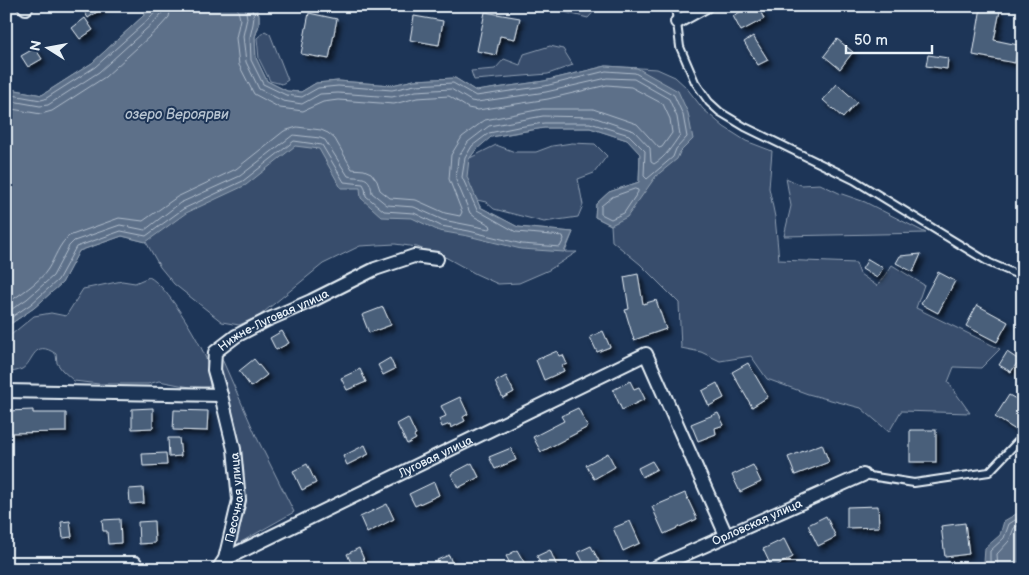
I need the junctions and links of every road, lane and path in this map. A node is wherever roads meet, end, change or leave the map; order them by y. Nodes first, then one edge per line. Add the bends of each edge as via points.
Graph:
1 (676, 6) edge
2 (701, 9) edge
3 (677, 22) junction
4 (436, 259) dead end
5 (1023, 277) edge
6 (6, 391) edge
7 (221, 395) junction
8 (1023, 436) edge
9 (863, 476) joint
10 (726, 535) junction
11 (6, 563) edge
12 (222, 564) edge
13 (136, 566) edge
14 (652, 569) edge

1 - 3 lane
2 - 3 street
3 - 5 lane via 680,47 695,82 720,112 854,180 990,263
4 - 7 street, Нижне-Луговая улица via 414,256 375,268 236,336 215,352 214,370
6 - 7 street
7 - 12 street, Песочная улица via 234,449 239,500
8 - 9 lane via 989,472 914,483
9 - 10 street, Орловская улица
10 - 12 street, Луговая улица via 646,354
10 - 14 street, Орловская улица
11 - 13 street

**********

> TASK DETAILS: After dropping every picture, transcribe each entry exactly.

> RESULT OF THE TASK:
I need the junctions and links of every road, lane and path in this map. A node is wherever roads meet, end, change or leave the map; order them by y. Nodes first, then one edge per line. Add the bends of each edge as via points.
Graph:
1 (676, 6) edge
2 (701, 9) edge
3 (677, 22) junction
4 (436, 259) dead end
5 (1023, 277) edge
6 (6, 391) edge
7 (221, 395) junction
8 (1023, 436) edge
9 (863, 476) joint
10 (726, 535) junction
11 (6, 563) edge
12 (222, 564) edge
13 (136, 566) edge
14 (652, 569) edge

1 - 3 lane
2 - 3 street
3 - 5 lane via 680,47 695,82 720,112 854,180 990,263
4 - 7 street, Нижне-Луговая улица via 414,256 375,268 236,336 215,352 214,370
6 - 7 street
7 - 12 street, Песочная улица via 234,449 239,500
8 - 9 lane via 989,472 914,483
9 - 10 street, Орловская улица
10 - 12 street, Луговая улица via 646,354
10 - 14 street, Орловская улица
11 - 13 street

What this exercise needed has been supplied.